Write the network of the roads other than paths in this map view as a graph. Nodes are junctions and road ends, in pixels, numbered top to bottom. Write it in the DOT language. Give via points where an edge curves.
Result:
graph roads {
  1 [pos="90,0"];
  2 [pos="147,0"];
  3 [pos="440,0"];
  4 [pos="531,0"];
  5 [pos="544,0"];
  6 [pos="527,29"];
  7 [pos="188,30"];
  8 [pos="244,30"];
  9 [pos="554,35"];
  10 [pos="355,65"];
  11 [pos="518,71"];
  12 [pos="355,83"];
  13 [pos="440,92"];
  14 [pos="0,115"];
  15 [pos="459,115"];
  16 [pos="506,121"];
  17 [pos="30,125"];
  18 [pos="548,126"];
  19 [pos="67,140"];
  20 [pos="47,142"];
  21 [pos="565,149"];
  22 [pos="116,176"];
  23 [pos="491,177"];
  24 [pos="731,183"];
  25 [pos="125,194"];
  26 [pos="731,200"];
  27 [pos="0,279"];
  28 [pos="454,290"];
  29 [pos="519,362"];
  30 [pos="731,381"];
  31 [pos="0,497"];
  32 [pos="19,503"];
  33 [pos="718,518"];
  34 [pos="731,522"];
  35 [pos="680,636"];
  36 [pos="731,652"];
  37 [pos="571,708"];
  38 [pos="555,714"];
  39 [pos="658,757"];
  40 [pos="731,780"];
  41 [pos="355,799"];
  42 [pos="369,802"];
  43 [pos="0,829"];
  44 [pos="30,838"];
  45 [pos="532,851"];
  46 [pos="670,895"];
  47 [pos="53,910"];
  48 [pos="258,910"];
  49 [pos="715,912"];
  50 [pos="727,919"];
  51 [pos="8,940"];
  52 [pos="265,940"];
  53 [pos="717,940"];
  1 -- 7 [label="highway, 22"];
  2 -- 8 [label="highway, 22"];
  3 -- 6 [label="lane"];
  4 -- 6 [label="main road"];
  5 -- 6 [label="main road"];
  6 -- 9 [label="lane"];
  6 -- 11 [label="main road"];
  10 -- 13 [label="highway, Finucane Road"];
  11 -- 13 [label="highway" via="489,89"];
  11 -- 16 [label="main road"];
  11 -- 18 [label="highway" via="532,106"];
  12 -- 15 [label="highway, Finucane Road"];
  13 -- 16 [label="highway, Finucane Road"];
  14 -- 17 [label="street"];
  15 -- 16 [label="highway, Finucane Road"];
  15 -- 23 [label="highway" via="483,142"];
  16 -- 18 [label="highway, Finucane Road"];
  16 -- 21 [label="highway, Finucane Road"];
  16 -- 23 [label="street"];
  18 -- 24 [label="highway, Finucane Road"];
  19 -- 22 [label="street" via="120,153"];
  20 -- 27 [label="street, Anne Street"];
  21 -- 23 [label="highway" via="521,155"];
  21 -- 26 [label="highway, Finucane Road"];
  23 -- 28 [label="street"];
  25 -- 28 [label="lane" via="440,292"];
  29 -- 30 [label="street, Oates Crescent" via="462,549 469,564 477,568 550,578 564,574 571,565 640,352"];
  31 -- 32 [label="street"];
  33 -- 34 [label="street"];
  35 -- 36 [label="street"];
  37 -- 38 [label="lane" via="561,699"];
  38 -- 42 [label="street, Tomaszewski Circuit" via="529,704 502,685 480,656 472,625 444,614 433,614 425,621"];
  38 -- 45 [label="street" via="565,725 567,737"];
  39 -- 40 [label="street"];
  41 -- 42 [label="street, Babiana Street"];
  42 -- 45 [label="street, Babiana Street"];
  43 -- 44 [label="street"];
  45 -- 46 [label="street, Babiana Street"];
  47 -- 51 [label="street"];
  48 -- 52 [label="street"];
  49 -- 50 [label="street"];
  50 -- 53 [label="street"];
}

## What to work on
All lines above that contain "roads" are required in the answer.

## Exercise solution
Write the network of the roads other than paths in this map view as a graph. Nodes are junctions and road ends, in pixels, numbered top to bottom. Write it in the DOT language. Give via points where an edge curves.
graph roads {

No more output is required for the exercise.